With set bs=2, I can recreate the hang as described above. What's important about that setup is:

Without that setting (which I think is a default of set bs=) I cannot reproduce the hang.

Using the simple .vimrc at the end of this comment which simulates a non-channel based omnifunc and listener_add callback I can't reproduce the hang, either with set bs=2 or otherwise.

So it seems that the hang is some function of the fact govim has channel based omnifunc and listener_add callbacks. The only thing I noticed from my report in the description above is that the listener_add callback is called concurrently with the completion function:

First the completion function is triggered:

  5.571337 SEND on 0(in): '[38,["function","function:GOVIM_internal_Complete",[1,""]]]

then the listener_add callback is called:

  5.572761 SEND on 0(in): '[40,["function","function:GOVIM_internal_BufChanged",[1,4,5,0,[{"lnum":4,"col":4,"added":0,"end":5,"lines":["\tma"]},{"lnum":4,"col":3,"added":0,"end":5,"lines":["\tma"]},{"lnum":4,"col":2,"added":0,"end":5,"lines":["\tma"]},{"lnum":4,"col":2,"added":0,"end":5,"lines":["\tma"]},{"lnum":4,"col":3,"added":0,"end":5,"lines":["\tma"]}]]]]

then the completion function returns:

  5.574954 RECV on 0(out): '[38,["",1]]

then the listener_add callback returns:

  5.575830 RECV on 0(out): '[40,["",null]]

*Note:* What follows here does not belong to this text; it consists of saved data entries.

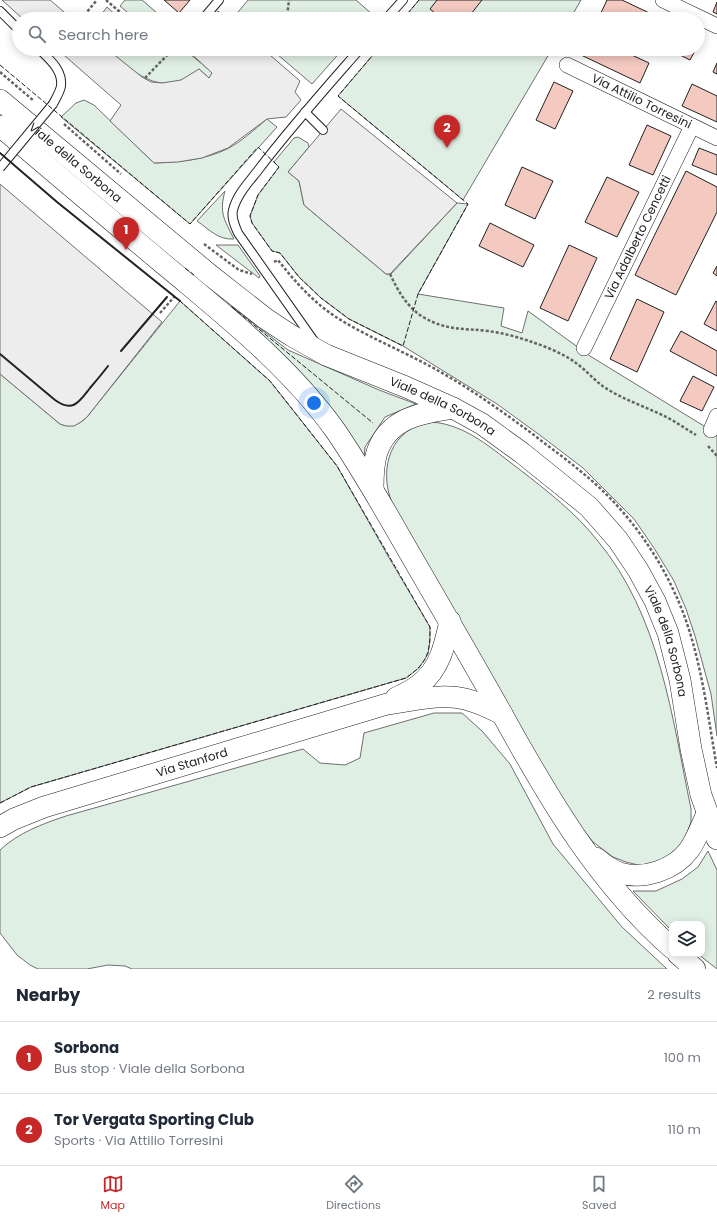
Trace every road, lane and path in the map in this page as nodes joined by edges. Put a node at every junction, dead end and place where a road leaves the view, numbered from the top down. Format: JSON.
{"nodes":[{"id":1,"x":97,"y":0,"type":"edge"},
{"id":2,"x":106,"y":0,"type":"edge"},
{"id":3,"x":219,"y":0,"type":"edge"},
{"id":4,"x":289,"y":0,"type":"edge"},
{"id":5,"x":403,"y":0,"type":"edge"},
{"id":6,"x":663,"y":0,"type":"edge"},
{"id":7,"x":0,"y":11,"type":"edge"},
{"id":8,"x":87,"y":12,"type":"edge"},
{"id":9,"x":120,"y":12,"type":"edge"},
{"id":10,"x":209,"y":12,"type":"edge"},
{"id":11,"x":288,"y":12,"type":"edge"},
{"id":12,"x":392,"y":12,"type":"edge"},
{"id":13,"x":688,"y":12,"type":"edge"},
{"id":14,"x":705,"y":20,"type":"edge"},
{"id":15,"x":12,"y":23,"type":"edge"},
{"id":16,"x":717,"y":26,"type":"edge"},
{"id":17,"x":46,"y":56,"type":"edge"},
{"id":18,"x":166,"y":56,"type":"edge"},
{"id":19,"x":354,"y":56,"type":"edge"},
{"id":20,"x":567,"y":65,"type":"dead end"},
{"id":21,"x":0,"y":72,"type":"edge"},
{"id":22,"x":145,"y":78,"type":"dead end"},
{"id":23,"x":0,"y":100,"type":"edge"},
{"id":24,"x":34,"y":101,"type":"dead end"},
{"id":25,"x":305,"y":112,"type":"junction"},
{"id":26,"x":0,"y":126,"type":"edge"},
{"id":27,"x":692,"y":126,"type":"junction"},
{"id":28,"x":323,"y":130,"type":"dead end"},
{"id":29,"x":717,"y":138,"type":"edge"},
{"id":30,"x":20,"y":144,"type":"junction"},
{"id":31,"x":0,"y":168,"type":"edge"},
{"id":32,"x":390,"y":274,"type":"dead end"},
{"id":33,"x":174,"y":296,"type":"dead end"},
{"id":34,"x":160,"y":313,"type":"dead end"},
{"id":35,"x":584,"y":348,"type":"dead end"},
{"id":36,"x":326,"y":355,"type":"junction"},
{"id":37,"x":453,"y":408,"type":"junction"},
{"id":38,"x":710,"y":428,"type":"edge"},
{"id":39,"x":707,"y":444,"type":"dead end"},
{"id":40,"x":717,"y":456,"type":"edge"},
{"id":41,"x":373,"y":489,"type":"junction"},
{"id":42,"x":450,"y":621,"type":"junction"},
{"id":43,"x":387,"y":704,"type":"junction"},
{"id":44,"x":502,"y":714,"type":"junction"},
{"id":45,"x":707,"y":814,"type":"junction"},
{"id":46,"x":0,"y":827,"type":"edge"},
{"id":47,"x":717,"y":840,"type":"edge"},
{"id":48,"x":581,"y":845,"type":"junction"},
{"id":49,"x":669,"y":945,"type":"edge"},
{"id":50,"x":681,"y":957,"type":"edge"},
{"id":51,"x":695,"y":969,"type":"edge"}],
"edges":[{"from":1,"to":8,"type":"path"},
{"from":2,"to":9,"type":"path"},
{"from":3,"to":10,"type":"lane"},
{"from":4,"to":11,"type":"path"},
{"from":5,"to":12,"type":"lane"},
{"from":6,"to":13,"type":"street"},
{"from":7,"to":15,"type":"lane"},
{"from":14,"to":16,"type":"street"},
{"from":17,"to":30,"type":"lane","bridge":true},
{"from":18,"to":22,"type":"path"},
{"from":19,"to":25,"type":"lane"},
{"from":20,"to":27,"type":"street","name":"Via Attilio Torresini"},
{"from":21,"to":24,"type":"path"},
{"from":23,"to":36,"type":"street","name":"Viale della Sorbona"},
{"from":25,"to":28,"type":"lane"},
{"from":25,"to":36,"type":"lane"},
{"from":26,"to":30,"type":"street","name":"Viale della Sorbona"},
{"from":27,"to":29,"type":"street","name":"Via Attilio Torresini"},
{"from":27,"to":35,"type":"street","name":"Via Adalberto Cencetti"},
{"from":30,"to":31,"type":"lane","bridge":true},
{"from":30,"to":41,"type":"street","name":"Viale della Sorbona"},
{"from":32,"to":38,"type":"path"},
{"from":33,"to":34,"type":"path"},
{"from":36,"to":37,"type":"street","name":"Viale della Sorbona"},
{"from":37,"to":41,"type":"street"},
{"from":37,"to":45,"type":"street","name":"Viale della Sorbona"},
{"from":39,"to":40,"type":"path"},
{"from":41,"to":42,"type":"street","name":"Viale della Sorbona"},
{"from":42,"to":43,"type":"street","name":"Via Stanford"},
{"from":42,"to":44,"type":"street","name":"Viale della Sorbona"},
{"from":43,"to":44,"type":"street","name":"Via Stanford"},
{"from":43,"to":46,"type":"street","name":"Via Stanford"},
{"from":44,"to":48,"type":"street","name":"Viale della Sorbona"},
{"from":45,"to":47,"type":"street","name":"Viale della Sorbona"},
{"from":45,"to":48,"type":"street"},
{"from":48,"to":49,"type":"street","name":"Viale della Sorbona"},
{"from":50,"to":51,"type":"street"}]}
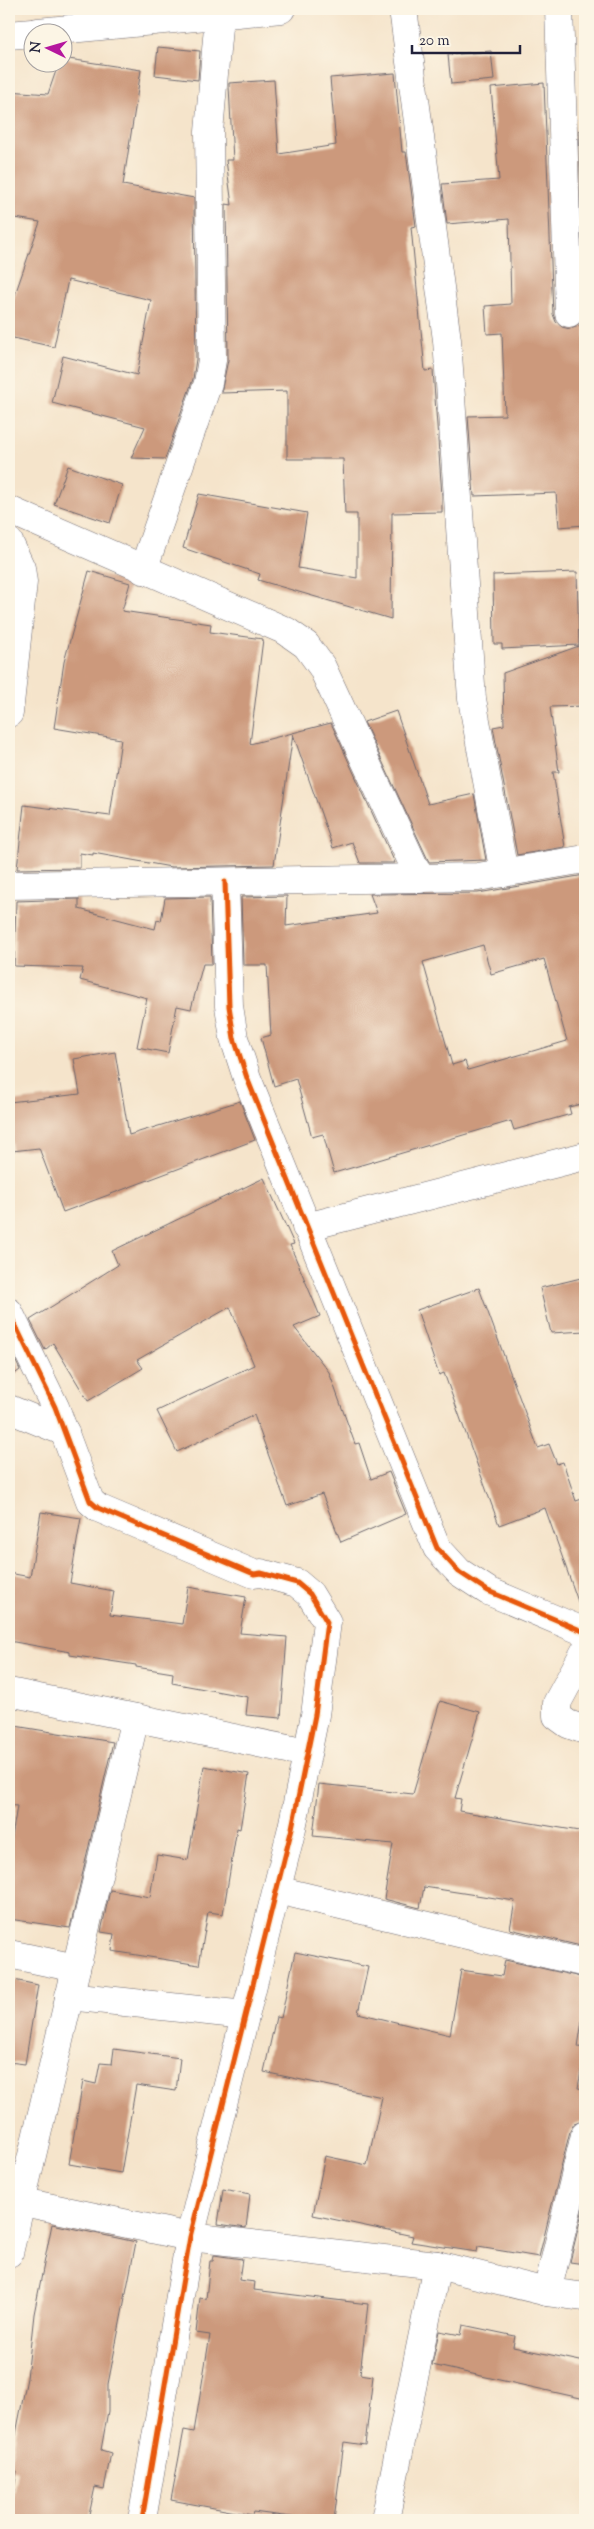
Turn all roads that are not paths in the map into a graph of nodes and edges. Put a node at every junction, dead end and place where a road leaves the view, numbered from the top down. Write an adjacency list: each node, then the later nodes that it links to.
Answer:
1 (281, 9): 4 (street)
2 (403, 9): 14 (street)
3 (559, 9): 8 (street)
4 (219, 15): 5 (street); 11 (street)
5 (72, 29)
6 (22, 34): 7 (street)
7 (9, 35)
8 (569, 313)
9 (9, 510): 11 (street)
10 (9, 542): 12 (street)
11 (143, 570): 15 (street)
12 (9, 714)
13 (585, 859): 14 (street)
14 (504, 873): 15 (street)
15 (420, 879): 16 (street)
16 (225, 882): 17 (street); 19 (street)
17 (9, 885)
18 (585, 1156): 19 (street)
19 (306, 1227): 23 (street)
20 (9, 1312): 22 (street)
21 (9, 1409): 22 (street)
22 (70, 1444): 27 (street)
23 (585, 1646): 26 (street)
24 (9, 1692): 25 (street)
25 (135, 1718): 27 (street); 31 (street)
26 (585, 1730)
27 (307, 1753): 28 (street)
28 (277, 1890): 30 (street); 33 (street)
29 (9, 1954): 31 (street)
30 (585, 1963)
31 (76, 1968): 32 (street)
32 (69, 1996): 33 (street); 35 (street)
33 (246, 2015): 36 (street)
34 (585, 2135): 39 (street)
35 (15, 2200): 36 (street); 37 (street)
36 (190, 2237): 38 (street); 41 (street)
37 (9, 2253)
38 (437, 2265): 39 (street); 42 (street)
39 (547, 2292): 40 (street)
40 (585, 2298)
41 (142, 2520)
42 (385, 2520)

I don't know whether that is significant or not, but such a scenario is obviously impossible in the VimScript based setup that follows.

set nocp
set noswapfile
set completeopt=menu,longest
set bs=2
function DoComplete(findstart, base)
  if a:findstart == 1
    return 0
  else
    if a:base == "mai"
      return [{"abbr":"main()","word":"main","info":""}]
    elseif a:base == "ma"
      return [{"abbr":"main()","word":"main","info":""},{"abbr":"make(t Type, size ...int)","word":"make","info":"Type"}]
    endif
  endif
endfunction
set omnifunc=DoComplete
function EchoChanges(bufnr, start, end, added, changes)
  redir >> /tmp/listener.log | echom a:changes | redir END
endfunction
call listener_add("EchoChanges")
myitcv commented 5 years ago

Just to make precise a finding in the previous comment:

myitcv commented 5 years ago

I now have a minimal reproduction of this, outside of govim.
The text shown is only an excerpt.